Possiamo addirittura conoscere quante volte il Balotelli nazional-pop è andato di corpo, eppure i telegiornali più seguiti, magari proprio per non turbare il mondiale appena concluso, non hanno sentito alcun bisogno d’informarci che l’Argentina rischia in questi giorni un nuovo default tecnico, una nuova crisi finanziaria.
Ma si sa, è la democrazia bellezza applicata agli organi d’informazione: l’informazione moderna riempie ma non spiega, ché in democrazia tutto è equivalente, insapore (sapio = ho sapore = so).

La Corte Suprema americana, convalidando la sentenza emessa più di un anno fa da un giudice dello Stato di New York, ha decretato la vittoria legale dei fondi spazzatura sulla richiesta argentina di ristrutturazione del debito. 
Un duplice schiaffo all’Argentina e alla sua, mai eccessivamente lampante, per la verità, sovranità nazionale (la spinta della nota "dottrina Monroe" non sembra essersi mai completamente esaurita). 
Se da una parte i “saggi” respingono così l’appello presentato da Buenos Aires, confermando di fatto la precedente decisione che impone per intero il pagamento di 1,3 miliardi di dollari a favole degli hedge funds titolari di “tango bond” andati in default, dall’altra stabiliscono inoltre che coloro che possedessero quote di bond argentini possano far ricorso alle corti statunitensi per costringere l’Argentina a svelare le proprie proprietà e i propri beni, facilitando in tal modo il recupero dei crediti. 

L’Argentina si trova quindi, nel silenzio quasi totale dei media ortodossi, per usare il gergo degli analisti finanziari, “tra la spada e la parete”. Di fatto la sentenza, scavalcando qualsiasi organismo internazionale e creando i presupposti di un pericoloso precedente, impedisce così a qualsiasi stato di rinegoziare la ristrutturazione del debito. Proprio quella, accettata dal 93% dei creditori, che permise all’Argentina stessa di superare il default e la crisi del 2001, e che fu peraltro accordata pure alla retta e moralizzante Germania, sia nel 1953 che nel 1990.

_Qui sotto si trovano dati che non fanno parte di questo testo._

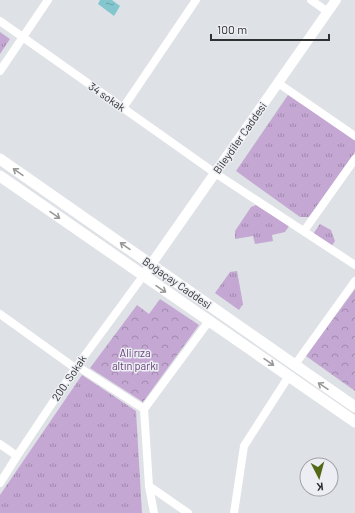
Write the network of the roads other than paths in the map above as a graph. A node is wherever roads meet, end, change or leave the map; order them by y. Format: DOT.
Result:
graph roads {
  1 [pos="48,0"];
  2 [pos="196,0"];
  3 [pos="311,0"];
  4 [pos="336,0"];
  5 [pos="328,12"];
  6 [pos="0,21"];
  7 [pos="23,37"];
  8 [pos="0,71"];
  9 [pos="278,83"];
  10 [pos="123,108"];
  11 [pos="355,136"];
  12 [pos="0,159"];
  13 [pos="355,159"];
  14 [pos="215,173"];
  15 [pos="0,176"];
  16 [pos="304,232"];
  17 [pos="150,265"];
  18 [pos="355,265"];
  19 [pos="143,276"];
  20 [pos="355,281"];
  21 [pos="0,314"];
  22 [pos="209,321"];
  23 [pos="294,366"];
  24 [pos="76,367"];
  25 [pos="289,376"];
  26 [pos="355,407"];
  27 [pos="144,409"];
  28 [pos="355,422"];
  29 [pos="0,444"];
  30 [pos="17,456"];
  31 [pos="0,483"];
  32 [pos="149,486"];
  33 [pos="154,513"];
  34 [pos="188,513"];
  35 [pos="234,513"];
  1 -- 7 [label="street"];
  2 -- 10 [label="street"];
  3 -- 5 [label="street"];
  4 -- 5 [label="street, Bileydiler Caddesi"];
  5 -- 9 [label="street, Bileydiler Caddesi"];
  6 -- 7 [label="street, 34 sokak"];
  7 -- 8 [label="street"];
  7 -- 10 [label="street, 34 sokak"];
  9 -- 11 [label="street"];
  9 -- 14 [label="street, Bileydiler Caddesi"];
  10 -- 14 [label="street, 34 sokak"];
  17 -- 12 [label="main road, Boğaçay Caddesi, one-way"];
  13 -- 16 [label="street"];
  14 -- 16 [label="street, 34 sokak"];
  14 -- 17 [label="street, Bileydiler Caddesi"];
  15 -- 19 [label="main road, Boğaçay Caddesi, one-way"];
  16 -- 18 [label="street, 34 sokak"];
  17 -- 19 [label="street, Bileydiler Caddesi"];
  17 -- 23 [label="main road, Boğaçay Caddesi"];
  19 -- 22 [label="main road, Boğaçay Caddesi, one-way"];
  19 -- 24 [label="street, 200. Sokak"];
  20 -- 23 [label="street"];
  21 -- 24 [label="street"];
  22 -- 25 [label="main road, Boğaçay Caddesi, one-way"];
  22 -- 27 [label="street"];
  26 -- 23 [label="main road, Boğaçay Caddesi, one-way"];
  24 -- 27 [label="street"];
  24 -- 30 [label="street, 200. Sokak"];
  25 -- 28 [label="main road, Boğaçay Caddesi"];
  25 -- 35 [label="street"];
  27 -- 32 [label="street"];
  29 -- 30 [label="street"];
  30 -- 31 [label="street, 200. Sokak"];
  32 -- 33 [label="street"];
  32 -- 34 [label="street"];
}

L’enorme ed ormai incontrollabile sproporzione tra finanza globale ed economia reale sembra, a tal proposito, far sentire i muscoli della propria potenza anche a livello legale. Essa, pare suggerire implicitamente la sentenza, non si accontenta più di superare dalle 10 alle 14 volte la produzione reale, surclassandola, ma pretende di essere anche moralmente migliore di essa (a seconda delle traballanti, ma autenticamente oggettive valutazioni degli addetti ai lavori, già nel 2008, ad esempio, sommando la dimensione del mercato dei derivati - 668mila miliardi di dollari - alla filiera della finanza più “tradizionale” - 167mila miliardi di dollari -, il rapporto tra la finanza in generale e il Pil mondiale - 60.600 miliardi di dollari - era di 14 a 1. Oppure ancora, continuando a cavalcare l’incorruttibilità dell’assoluto numero: la mole di "denaro" che il commercio delle valute con finalità speculative riesce a movimentare in meno di una settimana equivale all'intero import-export mondiale di un anno -15.000 miliardi-).

default

In questo incontrollabile e demenziale contesto neo-neocoloniale, mentre l'economia di carta tiene per le palle quella reale, gli Usa fanno lo stesso con l’Argentina e il suo popolo, e sono pure legittimati dalla legge a farlo, oltre che dalla supina doxa dell'homo oeconomicus, quella utilitarista che ha edificato il do ut des ad unica forma sociale tangibile in denaro. 
O meglio: Wall Street e la Borsa declinata nella sua accezione moderna moderno, quella che Simmel chiamava profeticamente il regno della “razionalità pura” (zweckrational), avendo vinto il rapporto numerico di forza con l’economia reale può, d’ora in avanti, avere l’ultima parola su decisioni capaci d’incidere radicalmente sul benessere economico dei popoli e delle vecchie nazioni. Ma questo, in fondo, non è altro che la conseguenza logica e prevedibile della forma mentis che l’etica capitalista ha operato sulla percezione degli uomini (per la verità il rapporto andrebbe invertito: l’uomo ha trovato, dopo un peregrinare durato qualche millennio, un pensiero a cui sottoporsi, che lo guidi “assolutamente”, certo e verificabile. Così da poter finalmente coronare il sogno d’essere schiavi nell’autoillusione del contrario. E l’ha reificato, perversamente, addirittura al di sopra di sé stesso: tutto viene così ritradotto in termini razionali, quantitativi, in denaro. Per dirla con Rifkin: “in tutta l’età moderna il valore degli individui è stato misurato con il valore di mercato del proprio lavoro”). 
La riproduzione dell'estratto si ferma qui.